0
votes

I'm a new user of pyspark from Apache Zeppelin 0.7.1 to access my Spark cluster. I configured 2 machines:

  • Machine-1: Spark Master + 2 workers + Apache Zeppelin
  • Machine-2: 2 Workers

Situation:

  • Cluster works fine if I use pyspark console from the Master (Machine-1).

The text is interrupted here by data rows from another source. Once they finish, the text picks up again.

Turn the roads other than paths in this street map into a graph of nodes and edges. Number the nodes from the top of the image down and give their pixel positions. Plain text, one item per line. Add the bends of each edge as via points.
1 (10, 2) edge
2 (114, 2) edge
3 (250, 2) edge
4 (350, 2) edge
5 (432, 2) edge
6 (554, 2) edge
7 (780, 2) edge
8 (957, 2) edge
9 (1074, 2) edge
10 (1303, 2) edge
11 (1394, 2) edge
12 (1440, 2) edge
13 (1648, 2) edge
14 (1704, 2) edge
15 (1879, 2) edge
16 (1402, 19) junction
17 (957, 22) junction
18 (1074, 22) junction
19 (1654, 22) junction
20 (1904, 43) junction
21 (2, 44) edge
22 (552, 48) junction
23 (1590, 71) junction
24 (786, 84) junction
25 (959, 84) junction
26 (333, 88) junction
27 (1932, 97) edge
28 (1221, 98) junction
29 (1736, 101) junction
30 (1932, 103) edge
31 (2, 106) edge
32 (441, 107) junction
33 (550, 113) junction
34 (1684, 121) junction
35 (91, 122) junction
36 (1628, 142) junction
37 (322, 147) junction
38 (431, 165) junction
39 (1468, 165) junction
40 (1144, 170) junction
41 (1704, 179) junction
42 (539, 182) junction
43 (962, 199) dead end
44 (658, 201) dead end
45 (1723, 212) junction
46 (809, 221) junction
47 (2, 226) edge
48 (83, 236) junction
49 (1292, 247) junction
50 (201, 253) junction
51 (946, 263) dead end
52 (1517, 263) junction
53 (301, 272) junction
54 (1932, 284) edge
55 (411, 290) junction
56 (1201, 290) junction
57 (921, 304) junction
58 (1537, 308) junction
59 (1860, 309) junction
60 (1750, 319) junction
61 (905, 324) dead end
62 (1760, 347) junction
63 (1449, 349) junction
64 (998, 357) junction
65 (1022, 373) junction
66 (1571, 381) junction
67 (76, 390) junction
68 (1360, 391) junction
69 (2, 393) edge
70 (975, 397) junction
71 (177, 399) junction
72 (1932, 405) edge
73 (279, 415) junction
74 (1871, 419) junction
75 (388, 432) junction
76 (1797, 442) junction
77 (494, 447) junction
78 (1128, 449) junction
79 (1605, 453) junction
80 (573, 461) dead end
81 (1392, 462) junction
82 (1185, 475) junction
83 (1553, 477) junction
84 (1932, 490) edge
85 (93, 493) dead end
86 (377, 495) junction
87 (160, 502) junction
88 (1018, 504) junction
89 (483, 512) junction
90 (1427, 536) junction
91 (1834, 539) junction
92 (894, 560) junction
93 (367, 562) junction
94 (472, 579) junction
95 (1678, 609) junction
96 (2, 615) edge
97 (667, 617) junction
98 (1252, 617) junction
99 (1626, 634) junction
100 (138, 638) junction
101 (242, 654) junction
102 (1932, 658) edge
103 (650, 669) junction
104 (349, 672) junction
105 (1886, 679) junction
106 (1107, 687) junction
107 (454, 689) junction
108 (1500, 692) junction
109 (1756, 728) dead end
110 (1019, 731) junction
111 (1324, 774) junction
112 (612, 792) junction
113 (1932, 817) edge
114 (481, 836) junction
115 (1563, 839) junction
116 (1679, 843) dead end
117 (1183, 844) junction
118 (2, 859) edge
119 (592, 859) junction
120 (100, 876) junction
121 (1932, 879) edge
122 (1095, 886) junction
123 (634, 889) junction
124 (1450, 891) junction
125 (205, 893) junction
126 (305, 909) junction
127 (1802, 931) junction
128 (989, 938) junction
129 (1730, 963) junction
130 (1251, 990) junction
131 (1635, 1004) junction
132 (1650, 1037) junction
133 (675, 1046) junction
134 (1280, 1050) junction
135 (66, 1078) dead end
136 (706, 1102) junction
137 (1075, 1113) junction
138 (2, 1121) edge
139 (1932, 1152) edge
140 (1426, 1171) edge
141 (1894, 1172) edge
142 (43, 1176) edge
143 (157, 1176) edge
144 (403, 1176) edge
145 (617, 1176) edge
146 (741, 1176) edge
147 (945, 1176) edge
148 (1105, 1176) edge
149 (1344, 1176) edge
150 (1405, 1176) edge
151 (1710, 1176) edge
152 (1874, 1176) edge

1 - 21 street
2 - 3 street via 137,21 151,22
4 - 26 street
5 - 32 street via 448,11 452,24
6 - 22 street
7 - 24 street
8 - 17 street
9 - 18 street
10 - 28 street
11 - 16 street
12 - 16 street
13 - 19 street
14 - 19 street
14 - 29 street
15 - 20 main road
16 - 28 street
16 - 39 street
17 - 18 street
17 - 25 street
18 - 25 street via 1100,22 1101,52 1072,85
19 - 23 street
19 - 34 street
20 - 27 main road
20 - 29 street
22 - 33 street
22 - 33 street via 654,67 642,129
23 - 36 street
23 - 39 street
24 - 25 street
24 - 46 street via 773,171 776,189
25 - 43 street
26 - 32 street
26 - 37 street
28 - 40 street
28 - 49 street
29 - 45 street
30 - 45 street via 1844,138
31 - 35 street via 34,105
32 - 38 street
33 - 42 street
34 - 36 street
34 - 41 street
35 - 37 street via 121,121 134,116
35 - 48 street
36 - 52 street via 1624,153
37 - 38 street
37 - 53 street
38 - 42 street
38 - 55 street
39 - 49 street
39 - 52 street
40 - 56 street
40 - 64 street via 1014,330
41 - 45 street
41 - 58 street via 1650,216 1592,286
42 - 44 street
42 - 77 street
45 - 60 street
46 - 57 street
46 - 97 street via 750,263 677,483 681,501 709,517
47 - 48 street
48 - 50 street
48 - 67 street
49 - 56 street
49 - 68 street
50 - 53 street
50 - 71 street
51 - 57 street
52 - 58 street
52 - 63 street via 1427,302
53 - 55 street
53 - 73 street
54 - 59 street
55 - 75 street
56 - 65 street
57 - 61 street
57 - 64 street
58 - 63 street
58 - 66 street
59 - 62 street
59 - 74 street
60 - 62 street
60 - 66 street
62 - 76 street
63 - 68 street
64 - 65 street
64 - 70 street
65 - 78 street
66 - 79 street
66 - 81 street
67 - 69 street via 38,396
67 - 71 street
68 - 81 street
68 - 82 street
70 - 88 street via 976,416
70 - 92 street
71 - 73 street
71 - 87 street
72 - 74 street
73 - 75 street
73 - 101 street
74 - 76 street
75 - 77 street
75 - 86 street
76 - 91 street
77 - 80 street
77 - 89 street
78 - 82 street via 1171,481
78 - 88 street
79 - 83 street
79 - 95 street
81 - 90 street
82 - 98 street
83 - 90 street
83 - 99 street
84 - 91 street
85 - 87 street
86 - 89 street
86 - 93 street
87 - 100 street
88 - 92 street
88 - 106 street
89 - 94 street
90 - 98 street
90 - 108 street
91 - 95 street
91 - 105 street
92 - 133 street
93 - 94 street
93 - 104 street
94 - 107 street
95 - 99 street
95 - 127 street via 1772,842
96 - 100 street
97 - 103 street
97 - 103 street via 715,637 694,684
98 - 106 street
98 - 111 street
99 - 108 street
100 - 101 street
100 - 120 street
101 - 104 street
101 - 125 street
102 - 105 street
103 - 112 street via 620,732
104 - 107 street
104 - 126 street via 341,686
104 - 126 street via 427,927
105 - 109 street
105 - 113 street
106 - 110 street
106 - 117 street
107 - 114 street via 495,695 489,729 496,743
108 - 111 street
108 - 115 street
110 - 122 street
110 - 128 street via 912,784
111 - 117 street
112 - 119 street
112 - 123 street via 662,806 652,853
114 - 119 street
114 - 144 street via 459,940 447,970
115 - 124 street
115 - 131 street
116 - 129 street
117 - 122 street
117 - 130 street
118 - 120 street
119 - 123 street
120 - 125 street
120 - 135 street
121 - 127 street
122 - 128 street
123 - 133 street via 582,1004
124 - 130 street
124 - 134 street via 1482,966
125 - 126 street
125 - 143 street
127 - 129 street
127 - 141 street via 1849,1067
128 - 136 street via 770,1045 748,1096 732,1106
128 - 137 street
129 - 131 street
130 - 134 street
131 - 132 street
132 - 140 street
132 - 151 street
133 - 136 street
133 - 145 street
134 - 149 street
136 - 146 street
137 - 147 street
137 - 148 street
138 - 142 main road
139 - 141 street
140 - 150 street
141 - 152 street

  • When I use Local[*] configuration of Spark, all it's OK from
    Zeppelin.

Following this zeppelin documentation, I put spark://Machine-1:7077 at the master property of the spark interpreter configuration. Then, some code runs OK from the cells of my Zeppelin Notebook:

%spark
sc.version
sc.getConf.get("spark.home")
System.getenv().get("PYTHONPATH")
System.getenv().get("SPARK_HOME")

but others RDD trasnformations (for instance) never end:

%pyspark
input_file = "/tmp/kddcup.data_10_percent.gz"
raw_rdd = sc.textFile(input_file)

What's wrong? Some advice? Thank you in adance.

1
Do you see the job running on the Spark console (machine-1:4040)?Greg

1 Answers

0
votes

eventually I realised that:

  1. Memory and cores parameters for workers are not suitable for my cluster. I changed the values in spark-env.sh files and It's working!.
  2. Configuration parameters in Apache Zeppelin had also some mistake (son extra spark modules needed)

Thank you, Greg, for your interest.